EXERCISE INSTRUCTIONS
Transcribe each line below without altering anything.

(DATA TO PROCESS)

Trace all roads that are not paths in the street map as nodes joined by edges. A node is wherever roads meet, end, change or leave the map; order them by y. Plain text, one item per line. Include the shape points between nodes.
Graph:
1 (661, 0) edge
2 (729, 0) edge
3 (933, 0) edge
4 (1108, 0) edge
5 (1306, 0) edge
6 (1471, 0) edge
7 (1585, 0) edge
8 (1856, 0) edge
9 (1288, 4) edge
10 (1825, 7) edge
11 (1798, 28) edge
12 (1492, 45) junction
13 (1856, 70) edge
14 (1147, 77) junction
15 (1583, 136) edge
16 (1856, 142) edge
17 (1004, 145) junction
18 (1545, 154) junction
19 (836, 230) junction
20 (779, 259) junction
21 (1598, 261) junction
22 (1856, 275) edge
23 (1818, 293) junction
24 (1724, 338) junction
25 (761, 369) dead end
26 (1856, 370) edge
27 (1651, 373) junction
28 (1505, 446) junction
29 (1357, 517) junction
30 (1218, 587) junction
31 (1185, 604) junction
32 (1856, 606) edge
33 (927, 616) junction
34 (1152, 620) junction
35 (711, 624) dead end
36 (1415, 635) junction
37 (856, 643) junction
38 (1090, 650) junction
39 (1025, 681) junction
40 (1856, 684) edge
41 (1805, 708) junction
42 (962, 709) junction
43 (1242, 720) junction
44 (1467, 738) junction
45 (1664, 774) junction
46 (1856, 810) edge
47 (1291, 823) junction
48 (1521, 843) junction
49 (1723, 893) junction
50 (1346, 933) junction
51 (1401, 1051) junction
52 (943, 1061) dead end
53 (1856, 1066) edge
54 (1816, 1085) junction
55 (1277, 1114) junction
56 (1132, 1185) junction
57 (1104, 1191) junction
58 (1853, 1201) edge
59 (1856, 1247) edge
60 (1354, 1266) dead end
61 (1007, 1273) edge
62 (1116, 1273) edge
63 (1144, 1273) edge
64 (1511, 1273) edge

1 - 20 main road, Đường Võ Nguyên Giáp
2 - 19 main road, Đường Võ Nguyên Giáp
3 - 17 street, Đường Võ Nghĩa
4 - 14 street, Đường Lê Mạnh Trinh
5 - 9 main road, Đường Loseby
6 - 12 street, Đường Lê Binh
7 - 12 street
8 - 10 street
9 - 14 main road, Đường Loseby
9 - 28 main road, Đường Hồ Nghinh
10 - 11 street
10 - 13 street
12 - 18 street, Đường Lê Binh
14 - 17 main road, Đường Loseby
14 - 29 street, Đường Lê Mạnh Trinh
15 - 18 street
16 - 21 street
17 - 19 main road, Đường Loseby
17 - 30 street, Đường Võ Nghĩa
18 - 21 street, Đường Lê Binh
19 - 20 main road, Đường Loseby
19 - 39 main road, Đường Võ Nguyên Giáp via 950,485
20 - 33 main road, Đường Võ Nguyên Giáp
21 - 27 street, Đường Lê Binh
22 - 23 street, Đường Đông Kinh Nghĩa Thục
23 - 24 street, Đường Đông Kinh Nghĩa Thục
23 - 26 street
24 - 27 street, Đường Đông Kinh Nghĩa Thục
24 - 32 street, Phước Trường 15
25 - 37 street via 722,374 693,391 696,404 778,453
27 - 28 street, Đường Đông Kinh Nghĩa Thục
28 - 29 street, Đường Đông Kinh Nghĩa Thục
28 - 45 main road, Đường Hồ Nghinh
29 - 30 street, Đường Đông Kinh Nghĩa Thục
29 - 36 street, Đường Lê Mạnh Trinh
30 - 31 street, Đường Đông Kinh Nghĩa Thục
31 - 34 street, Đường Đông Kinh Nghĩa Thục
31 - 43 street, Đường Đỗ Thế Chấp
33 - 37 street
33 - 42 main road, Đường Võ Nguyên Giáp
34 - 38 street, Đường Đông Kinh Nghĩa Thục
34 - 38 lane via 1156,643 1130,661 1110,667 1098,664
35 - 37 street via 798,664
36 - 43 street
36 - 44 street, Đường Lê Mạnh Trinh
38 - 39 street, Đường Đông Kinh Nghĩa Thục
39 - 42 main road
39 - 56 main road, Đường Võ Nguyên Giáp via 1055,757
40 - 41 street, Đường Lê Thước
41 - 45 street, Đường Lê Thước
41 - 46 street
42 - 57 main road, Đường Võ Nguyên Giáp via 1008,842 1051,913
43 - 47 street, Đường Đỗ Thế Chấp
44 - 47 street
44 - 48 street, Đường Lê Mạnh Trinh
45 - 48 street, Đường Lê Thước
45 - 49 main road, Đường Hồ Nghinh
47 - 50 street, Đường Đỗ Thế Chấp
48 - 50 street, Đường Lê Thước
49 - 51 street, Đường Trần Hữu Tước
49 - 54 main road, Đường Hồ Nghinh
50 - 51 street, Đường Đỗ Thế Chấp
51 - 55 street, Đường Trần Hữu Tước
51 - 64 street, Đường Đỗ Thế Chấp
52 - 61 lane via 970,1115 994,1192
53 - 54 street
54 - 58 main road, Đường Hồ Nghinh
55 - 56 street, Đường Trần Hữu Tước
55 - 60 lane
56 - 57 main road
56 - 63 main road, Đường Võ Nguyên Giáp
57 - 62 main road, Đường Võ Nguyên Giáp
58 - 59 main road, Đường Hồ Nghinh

(End DATA TO PROCESS)

TASK ANSWER
Trace all roads that are not paths in the street map as nodes joined by edges. A node is wherever roads meet, end, change or leave the map; order them by y. Plain text, one item per line. Include the shape points between nodes.
Graph:
1 (661, 0) edge
2 (729, 0) edge
3 (933, 0) edge
4 (1108, 0) edge
5 (1306, 0) edge
6 (1471, 0) edge
7 (1585, 0) edge
8 (1856, 0) edge
9 (1288, 4) edge
10 (1825, 7) edge
11 (1798, 28) edge
12 (1492, 45) junction
13 (1856, 70) edge
14 (1147, 77) junction
15 (1583, 136) edge
16 (1856, 142) edge
17 (1004, 145) junction
18 (1545, 154) junction
19 (836, 230) junction
20 (779, 259) junction
21 (1598, 261) junction
22 (1856, 275) edge
23 (1818, 293) junction
24 (1724, 338) junction
25 (761, 369) dead end
26 (1856, 370) edge
27 (1651, 373) junction
28 (1505, 446) junction
29 (1357, 517) junction
30 (1218, 587) junction
31 (1185, 604) junction
32 (1856, 606) edge
33 (927, 616) junction
34 (1152, 620) junction
35 (711, 624) dead end
36 (1415, 635) junction
37 (856, 643) junction
38 (1090, 650) junction
39 (1025, 681) junction
40 (1856, 684) edge
41 (1805, 708) junction
42 (962, 709) junction
43 (1242, 720) junction
44 (1467, 738) junction
45 (1664, 774) junction
46 (1856, 810) edge
47 (1291, 823) junction
48 (1521, 843) junction
49 (1723, 893) junction
50 (1346, 933) junction
51 (1401, 1051) junction
52 (943, 1061) dead end
53 (1856, 1066) edge
54 (1816, 1085) junction
55 (1277, 1114) junction
56 (1132, 1185) junction
57 (1104, 1191) junction
58 (1853, 1201) edge
59 (1856, 1247) edge
60 (1354, 1266) dead end
61 (1007, 1273) edge
62 (1116, 1273) edge
63 (1144, 1273) edge
64 (1511, 1273) edge

1 - 20 main road, Đường Võ Nguyên Giáp
2 - 19 main road, Đường Võ Nguyên Giáp
3 - 17 street, Đường Võ Nghĩa
4 - 14 street, Đường Lê Mạnh Trinh
5 - 9 main road, Đường Loseby
6 - 12 street, Đường Lê Binh
7 - 12 street
8 - 10 street
9 - 14 main road, Đường Loseby
9 - 28 main road, Đường Hồ Nghinh
10 - 11 street
10 - 13 street
12 - 18 street, Đường Lê Binh
14 - 17 main road, Đường Loseby
14 - 29 street, Đường Lê Mạnh Trinh
15 - 18 street
16 - 21 street
17 - 19 main road, Đường Loseby
17 - 30 street, Đường Võ Nghĩa
18 - 21 street, Đường Lê Binh
19 - 20 main road, Đường Loseby
19 - 39 main road, Đường Võ Nguyên Giáp via 950,485
20 - 33 main road, Đường Võ Nguyên Giáp
21 - 27 street, Đường Lê Binh
22 - 23 street, Đường Đông Kinh Nghĩa Thục
23 - 24 street, Đường Đông Kinh Nghĩa Thục
23 - 26 street
24 - 27 street, Đường Đông Kinh Nghĩa Thục
24 - 32 street, Phước Trường 15
25 - 37 street via 722,374 693,391 696,404 778,453
27 - 28 street, Đường Đông Kinh Nghĩa Thục
28 - 29 street, Đường Đông Kinh Nghĩa Thục
28 - 45 main road, Đường Hồ Nghinh
29 - 30 street, Đường Đông Kinh Nghĩa Thục
29 - 36 street, Đường Lê Mạnh Trinh
30 - 31 street, Đường Đông Kinh Nghĩa Thục
31 - 34 street, Đường Đông Kinh Nghĩa Thục
31 - 43 street, Đường Đỗ Thế Chấp
33 - 37 street
33 - 42 main road, Đường Võ Nguyên Giáp
34 - 38 street, Đường Đông Kinh Nghĩa Thục
34 - 38 lane via 1156,643 1130,661 1110,667 1098,664
35 - 37 street via 798,664
36 - 43 street
36 - 44 street, Đường Lê Mạnh Trinh
38 - 39 street, Đường Đông Kinh Nghĩa Thục
39 - 42 main road
39 - 56 main road, Đường Võ Nguyên Giáp via 1055,757
40 - 41 street, Đường Lê Thước
41 - 45 street, Đường Lê Thước
41 - 46 street
42 - 57 main road, Đường Võ Nguyên Giáp via 1008,842 1051,913
43 - 47 street, Đường Đỗ Thế Chấp
44 - 47 street
44 - 48 street, Đường Lê Mạnh Trinh
45 - 48 street, Đường Lê Thước
45 - 49 main road, Đường Hồ Nghinh
47 - 50 street, Đường Đỗ Thế Chấp
48 - 50 street, Đường Lê Thước
49 - 51 street, Đường Trần Hữu Tước
49 - 54 main road, Đường Hồ Nghinh
50 - 51 street, Đường Đỗ Thế Chấp
51 - 55 street, Đường Trần Hữu Tước
51 - 64 street, Đường Đỗ Thế Chấp
52 - 61 lane via 970,1115 994,1192
53 - 54 street
54 - 58 main road, Đường Hồ Nghinh
55 - 56 street, Đường Trần Hữu Tước
55 - 60 lane
56 - 57 main road
56 - 63 main road, Đường Võ Nguyên Giáp
57 - 62 main road, Đường Võ Nguyên Giáp
58 - 59 main road, Đường Hồ Nghinh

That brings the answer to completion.